# 2 channel amp



## Pigman (Nov 21, 2012)

Hi, I have a Denon AVR987 which provides plenty of power to the rest of my system, except for my front speakers. They are Polk Audio RTI a9's. Elsewhere on here and other reviews I have read about my speakers, I have come to understand they would benefit from a power upgrade. I was looking at the Emotiva XPA-2, which delivers 300wX2. First of all I would like a recommendation, is the Emotiva a good choice? I wouldn't want to spend too much more than the price of the Emotiva. And second, would I then need to power the rest of my speakers with an external amp or would the Denon be able to balance things out?

Thanks for the input!

Allan


----------



## Bullfar (Apr 4, 2012)

Hi, other good option that you can see is the Butler amps TDB series: 2250 (2x250w or 1x800w), 3150 (3x150 w) and 5150 (5x150w). Regards.


----------



## Pigman (Nov 21, 2012)

The Outlaw would be getting out of my price range, I would like to keep it under $900, and like I said I really just want to drive my 2 fronts, I believe I have plenty of power for the rest of my speakers. The Butler is WAY out of my price range. If there are no amps in my price range other than the Emotiva, I was hoping to get some opinions on it. How does it sound? Does it do a good job? Would my $800 be well spent?
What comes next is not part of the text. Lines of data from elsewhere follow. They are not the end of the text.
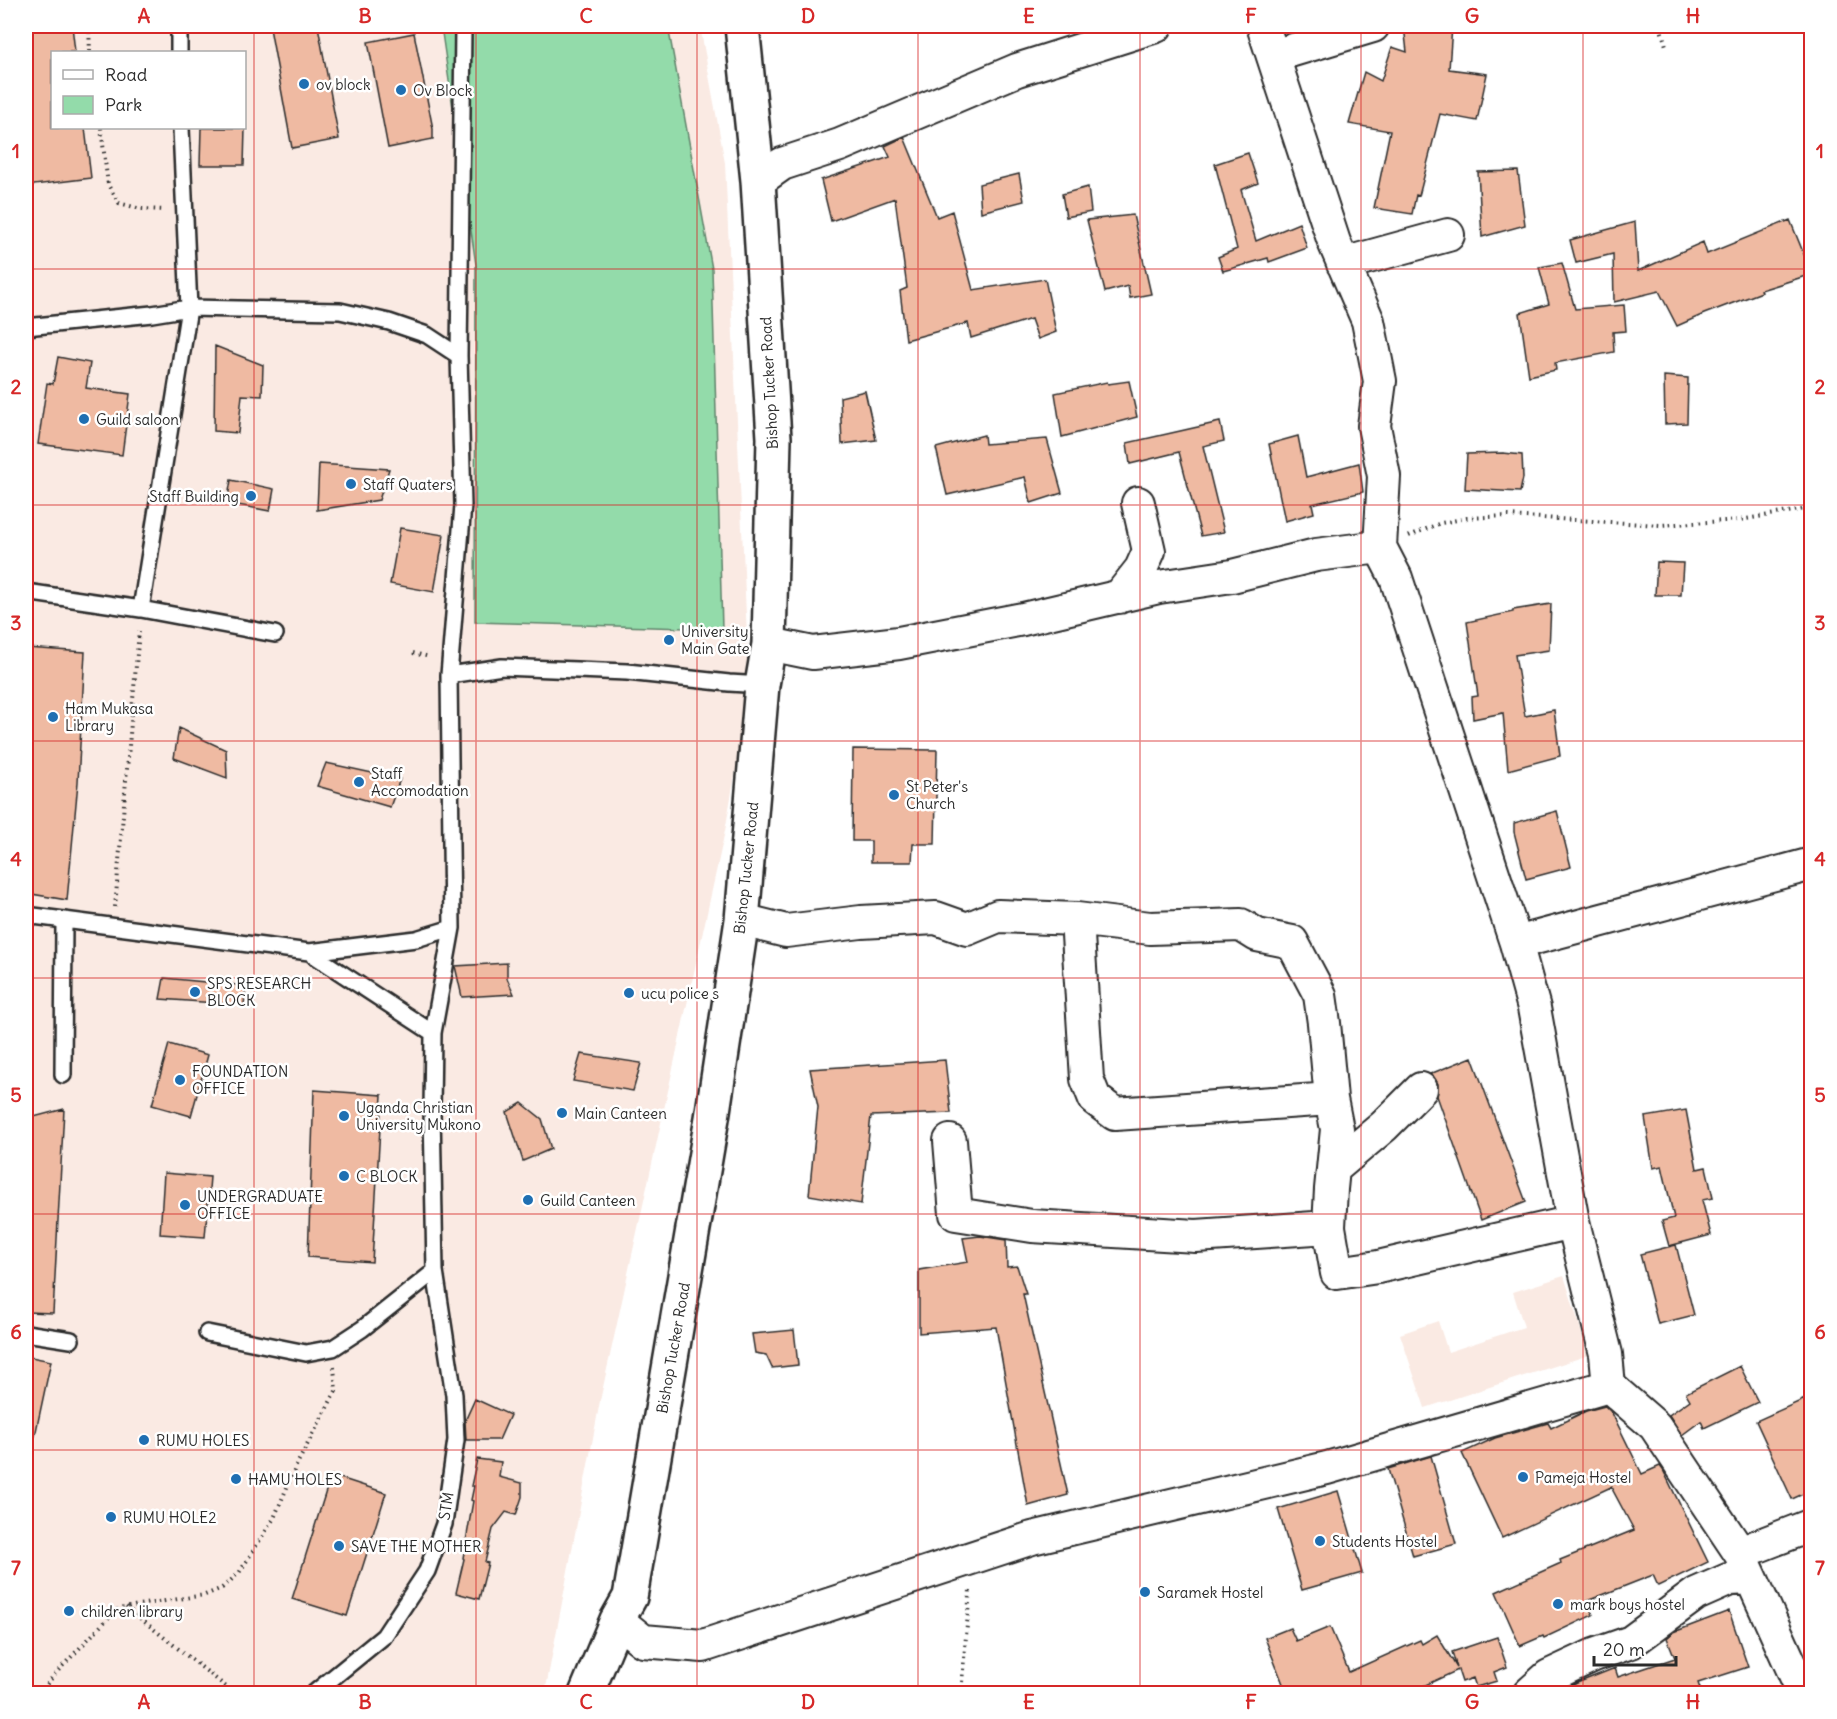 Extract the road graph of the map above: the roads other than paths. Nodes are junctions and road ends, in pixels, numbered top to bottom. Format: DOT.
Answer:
graph roads {
  1 [pos="180,26"];
  2 [pos="742,26"];
  3 [pos="1156,26"];
  4 [pos="1263,26"];
  5 [pos="1372,26"];
  6 [pos="463,28"];
  7 [pos="179,51"];
  8 [pos="1273,56"];
  9 [pos="181,129"];
  10 [pos="758,181"];
  11 [pos="1448,235"];
  12 [pos="1343,264"];
  13 [pos="189,308"];
  14 [pos="26,327"];
  15 [pos="459,356"];
  16 [pos="1138,503"];
  17 [pos="1380,547"];
  18 [pos="26,592"];
  19 [pos="1119,597"];
  20 [pos="141,609"];
  21 [pos="275,634"];
  22 [pos="769,644"];
  23 [pos="449,675"];
  24 [pos="762,685"];
  25 [pos="1812,864"];
  26 [pos="26,915"];
  27 [pos="1077,919"];
  28 [pos="64,920"];
  29 [pos="742,920"];
  30 [pos="452,928"];
  31 [pos="1516,942"];
  32 [pos="309,952"];
  33 [pos="433,1033"];
  34 [pos="63,1075"];
  35 [pos="1421,1089"];
  36 [pos="1331,1099"];
  37 [pos="950,1141"];
  38 [pos="1333,1169"];
  39 [pos="1573,1222"];
  40 [pos="1329,1227"];
  41 [pos="435,1271"];
  42 [pos="26,1333"];
  43 [pos="207,1333"];
  44 [pos="71,1340"];
  45 [pos="1609,1386"];
  46 [pos="1812,1525"];
  47 [pos="1746,1566"];
  48 [pos="617,1620"];
  49 [pos="313,1694"];
  50 [pos="586,1694"];
  51 [pos="1529,1694"];
  52 [pos="1804,1694"];
  1 -- 7 [label="lane"];
  2 -- 10 [label="main road, Bishop Tucker Road"];
  3 -- 10 [label="street"];
  4 -- 8 [label="street"];
  5 -- 8 [label="street"];
  6 -- 15 [label="lane, STM"];
  8 -- 12 [label="street"];
  9 -- 13 [label="lane"];
  10 -- 22 [label="main road, Bishop Tucker Road"];
  11 -- 12 [label="street"];
  12 -- 17 [label="street"];
  13 -- 14 [label="lane"];
  13 -- 15 [label="lane"];
  13 -- 20 [label="lane"];
  15 -- 23 [label="lane, STM"];
  16 -- 19 [label="street"];
  17 -- 19 [label="street"];
  17 -- 31 [label="street"];
  18 -- 20 [label="lane"];
  19 -- 22 [label="street"];
  20 -- 21 [label="lane"];
  22 -- 24 [label="main road, Bishop Tucker Road"];
  23 -- 24 [label="lane"];
  23 -- 30 [label="lane, STM"];
  24 -- 29 [label="main road, Bishop Tucker Road"];
  25 -- 31 [label="street"];
  26 -- 28 [label="lane"];
  27 -- 29 [label="street"];
  27 -- 36 [label="street"];
  27 -- 36 [label="street"];
  28 -- 32 [label="lane"];
  28 -- 34 [label="lane"];
  29 -- 48 [label="main road, Bishop Tucker Road"];
  30 -- 32 [label="lane"];
  30 -- 33 [label="lane, STM"];
  31 -- 39 [label="street"];
  32 -- 33 [label="lane"];
  33 -- 41 [label="lane, STM"];
  35 -- 38 [label="street"];
  36 -- 38 [label="street"];
  37 -- 40 [label="street"];
  38 -- 40 [label="street"];
  39 -- 40 [label="street"];
  39 -- 45 [label="street"];
  41 -- 43 [label="lane"];
  41 -- 49 [label="lane, STM"];
  42 -- 44 [label="lane"];
  45 -- 47 [label="street"];
  45 -- 48 [label="street"];
  46 -- 47 [label="street"];
  47 -- 51 [label="street"];
  47 -- 52 [label="street"];
  48 -- 50 [label="main road, Bishop Tucker Road"];
}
Thanks again for the input.


----------



## BruceW (Feb 5, 2013)

I like the XPA-1 over the RPA-1. It sounded cleaner to me. Same speakers in the same positon at the same time in an A/B switching.


----------



## Pigman (Nov 21, 2012)

Well after reading those reviews, I am thinking Emotiva it is. Now then, where is my tax refund....


----------



## Sevenfeet (Feb 2, 2009)

What's driving your center channel? Is it the Denon? I ask because I have a home theater setup where my Denon 3805 would normally be powering my five speakers except that I have a Parasound 2200 with John Curl mods driving the fronts. At 200 wpc of dedicated power, it's awesome, but it ignores the fact that the center channel is the most used speaker in a home theater setup and deserves a power upgrade more than anything. Have you considered the Emotiva XPA-3 instead? It puts out 200 wpc versus 300 wpc of the XPA-2, but it allows your center channel to come to the dance and really shine. Then your Denon can still power the rest of your surrounds that usually don't need that much power anyway most of the time.


----------



## chashint (Jan 12, 2011)

Considering the sub you have, if you are running your system with all speakers set to small and 80Hz global crossover it is very unlikely you are stressing the AVR, therefore in my opinion adding an amplifier has little chance of curing your dissatisfaction with the Polk RTi 9 speakers.


----------



## fschris (Oct 31, 2009)

+1 for emotiva,,,, I have an XPA-3 and I am going to get the UMC-200


----------



## fschris (Oct 31, 2009)

+1 on making sure the center has power


----------



## Pigman (Nov 21, 2012)

Actually I am not too disappointed with the power to the center. It seems to be doing fine. I have just read, for stereo performance the rti a9's(rated up to 500w) would benefit from a little more power. I think they sound great. One nice upgrade from my Polk M20's. So that is why I was looking for the XPA-2. That being said maybe I should consider the XPA-3. I imagine it would still be quite an upgrade in power over my Denon. It is rated at 110 per channel, but I understand that published numbers are usually not what the avr is putting out. I dunno. I guess I'll wait a bit. I don't have the cash right now anyway, but soon I will.


----------



## nova (Apr 30, 2006)

My two cents, adding more power to my left & right speakers was a good thing. Everything worked fine with my Denon 3805 but I can certainly tell a difference with the power the Acurus A250 provides. Not really in the areas that everyone proclaims for separate amps, dynamics, headroom, separation, volume, clarity, sound stage et al; but just in control. My speakers are 4 ohm, 88dB (2.83V @ 1 Meter) and have 12" woofers. The Acurus really helped with control of the bass. Your Polk's are more efficient and have smaller drivers so you may not see a lot of benefits with an external amp, but then again....
Any of the aforementioned amps will suite your purpose but you may want to consider the used route or borrow an amp to see if it would really make a difference in your set-up before you lay down $900 - $1000 dollars.


----------



## 8086 (Aug 4, 2009)

nova said:


> My two cents, adding more power to my left & right speakers was a good thing. Everything worked fine with my Denon 3805 but I can certainly tell a difference with the power the Acurus A250 provides. Not really in the areas that everyone proclaims for separate amps, dynamics, headroom, separation, volume, clarity, sound stage et al; but just in control. My speakers are 4 ohm, 88dB (2.83V @ 1 Meter) and have 12" woofers. The Acurus really helped with control of the bass. * Your Polk's are more efficient and have smaller drivers so you may not see a lot of benefits with an external amp, but then again....
> Any of the aforementioned amps will suite your purpose but you may want to consider the used route or borrow an amp to see if it would really make a difference in your set-up before you lay down $900 - $1000 dollars.*


Good Advice :TT

I will second the idea of borrowing something before you buy.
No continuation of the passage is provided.